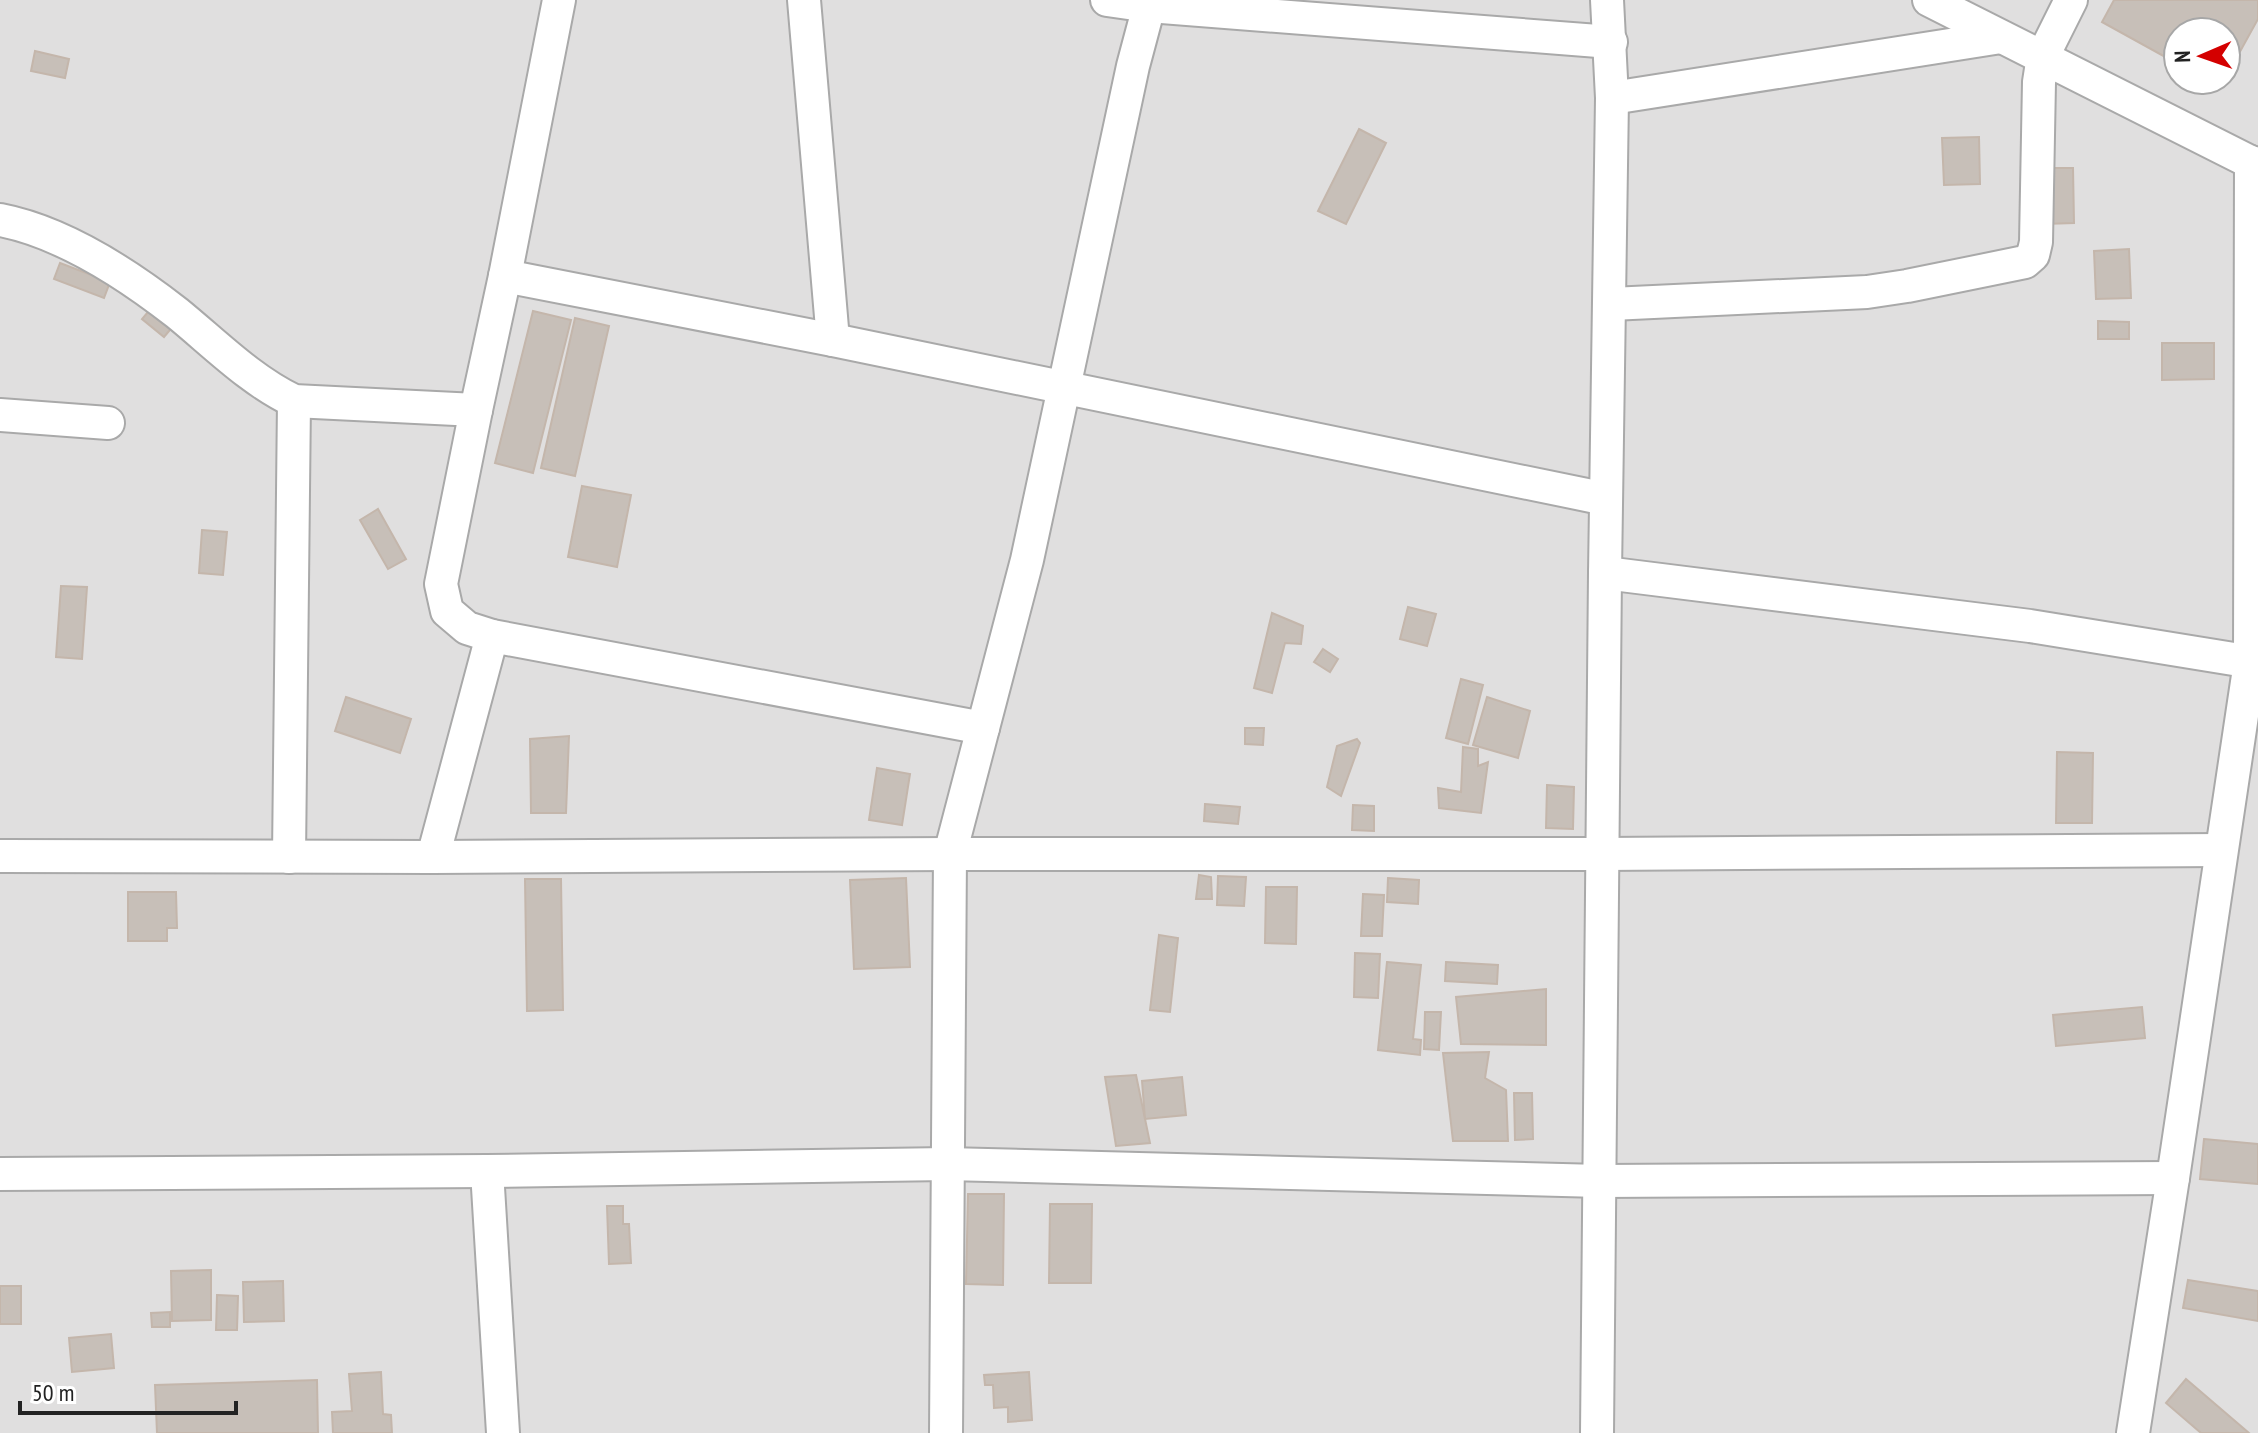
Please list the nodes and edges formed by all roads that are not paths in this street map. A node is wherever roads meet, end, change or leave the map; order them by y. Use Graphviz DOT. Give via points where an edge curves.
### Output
graph roads {
  1 [pos="559,0"];
  2 [pos="804,0"];
  3 [pos="1607,0"];
  4 [pos="1929,0"];
  5 [pos="2071,0"];
  6 [pos="1129,2"];
  7 [pos="2001,37"];
  8 [pos="1611,42"];
  9 [pos="2043,56"];
  10 [pos="1612,98"];
  11 [pos="2254,164"];
  12 [pos="0,220"];
  13 [pos="505,276"];
  14 [pos="1611,304"];
  15 [pos="833,340"];
  16 [pos="1064,388"];
  17 [pos="294,401"];
  18 [pos="476,410"];
  19 [pos="0,415"];
  20 [pos="108,423"];
  21 [pos="1606,499"];
  22 [pos="1605,573"];
  23 [pos="492,636"];
  24 [pos="2254,662"];
  25 [pos="983,728"];
  26 [pos="2221,850"];
  27 [pos="950,854"];
  28 [pos="1603,854"];
  29 [pos="0,856"];
  30 [pos="289,857"];
  31 [pos="433,857"];
  32 [pos="947,1164"];
  33 [pos="487,1171"];
  34 [pos="0,1174"];
  35 [pos="2173,1178"];
  36 [pos="1600,1181"];
  37 [pos="503,1433"];
  38 [pos="946,1433"];
  39 [pos="1597,1433"];
  40 [pos="2133,1433"];
  1 -- 13 [label="street"];
  2 -- 15 [label="street"];
  3 -- 8 [label="street"];
  4 -- 7 [label="street"];
  5 -- 9 [label="street"];
  6 -- 8 [label="street"];
  6 -- 16 [label="street" via="1133,66"];
  7 -- 9 [label="street"];
  7 -- 10 [label="street"];
  8 -- 10 [label="street"];
  9 -- 11 [label="street"];
  9 -- 14 [label="street" via="2036,242 2025,262 1867,292"];
  10 -- 14 [label="street"];
  11 -- 24 [label="street"];
  12 -- 17 [label="street" via="89,253 175,312 273,391"];
  13 -- 15 [label="street"];
  13 -- 18 [label="street"];
  14 -- 21 [label="street"];
  15 -- 16 [label="street"];
  16 -- 21 [label="street"];
  16 -- 25 [label="street"];
  17 -- 18 [label="street"];
  17 -- 30 [label="street"];
  18 -- 23 [label="street" via="441,584 447,611 467,628"];
  19 -- 20 [label="street"];
  21 -- 22 [label="street"];
  22 -- 24 [label="street" via="2030,626"];
  22 -- 28 [label="street"];
  23 -- 25 [label="street"];
  23 -- 31 [label="street"];
  24 -- 26 [label="street"];
  25 -- 27 [label="street"];
  26 -- 28 [label="street"];
  26 -- 35 [label="street"];
  27 -- 28 [label="street"];
  27 -- 31 [label="street"];
  27 -- 32 [label="street"];
  28 -- 36 [label="street"];
  29 -- 30 [label="street"];
  30 -- 31 [label="street"];
  32 -- 33 [label="street"];
  32 -- 36 [label="street"];
  32 -- 38 [label="street"];
  33 -- 34 [label="street"];
  33 -- 37 [label="street"];
  35 -- 36 [label="street"];
  35 -- 40 [label="street"];
  36 -- 39 [label="street"];
}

**Exercise details**
Reproduce the whole listing word for word, setting aside any pictures.

**Answer to this exercise**
Please list the nodes and edges formed by all roads that are not paths in this street map. A node is wherever roads meet, end, change or leave the map; order them by y. Use Graphviz DOT. Give via points where an edge curves.
### Output
graph roads {
  1 [pos="559,0"];
  2 [pos="804,0"];
  3 [pos="1607,0"];
  4 [pos="1929,0"];
  5 [pos="2071,0"];
  6 [pos="1129,2"];
  7 [pos="2001,37"];
  8 [pos="1611,42"];
  9 [pos="2043,56"];
  10 [pos="1612,98"];
  11 [pos="2254,164"];
  12 [pos="0,220"];
  13 [pos="505,276"];
  14 [pos="1611,304"];
  15 [pos="833,340"];
  16 [pos="1064,388"];
  17 [pos="294,401"];
  18 [pos="476,410"];
  19 [pos="0,415"];
  20 [pos="108,423"];
  21 [pos="1606,499"];
  22 [pos="1605,573"];
  23 [pos="492,636"];
  24 [pos="2254,662"];
  25 [pos="983,728"];
  26 [pos="2221,850"];
  27 [pos="950,854"];
  28 [pos="1603,854"];
  29 [pos="0,856"];
  30 [pos="289,857"];
  31 [pos="433,857"];
  32 [pos="947,1164"];
  33 [pos="487,1171"];
  34 [pos="0,1174"];
  35 [pos="2173,1178"];
  36 [pos="1600,1181"];
  37 [pos="503,1433"];
  38 [pos="946,1433"];
  39 [pos="1597,1433"];
  40 [pos="2133,1433"];
  1 -- 13 [label="street"];
  2 -- 15 [label="street"];
  3 -- 8 [label="street"];
  4 -- 7 [label="street"];
  5 -- 9 [label="street"];
  6 -- 8 [label="street"];
  6 -- 16 [label="street" via="1133,66"];
  7 -- 9 [label="street"];
  7 -- 10 [label="street"];
  8 -- 10 [label="street"];
  9 -- 11 [label="street"];
  9 -- 14 [label="street" via="2036,242 2025,262 1867,292"];
  10 -- 14 [label="street"];
  11 -- 24 [label="street"];
  12 -- 17 [label="street" via="89,253 175,312 273,391"];
  13 -- 15 [label="street"];
  13 -- 18 [label="street"];
  14 -- 21 [label="street"];
  15 -- 16 [label="street"];
  16 -- 21 [label="street"];
  16 -- 25 [label="street"];
  17 -- 18 [label="street"];
  17 -- 30 [label="street"];
  18 -- 23 [label="street" via="441,584 447,611 467,628"];
  19 -- 20 [label="street"];
  21 -- 22 [label="street"];
  22 -- 24 [label="street" via="2030,626"];
  22 -- 28 [label="street"];
  23 -- 25 [label="street"];
  23 -- 31 [label="street"];
  24 -- 26 [label="street"];
  25 -- 27 [label="street"];
  26 -- 28 [label="street"];
  26 -- 35 [label="street"];
  27 -- 28 [label="street"];
  27 -- 31 [label="street"];
  27 -- 32 [label="street"];
  28 -- 36 [label="street"];
  29 -- 30 [label="street"];
  30 -- 31 [label="street"];
  32 -- 33 [label="street"];
  32 -- 36 [label="street"];
  32 -- 38 [label="street"];
  33 -- 34 [label="street"];
  33 -- 37 [label="street"];
  35 -- 36 [label="street"];
  35 -- 40 [label="street"];
  36 -- 39 [label="street"];
}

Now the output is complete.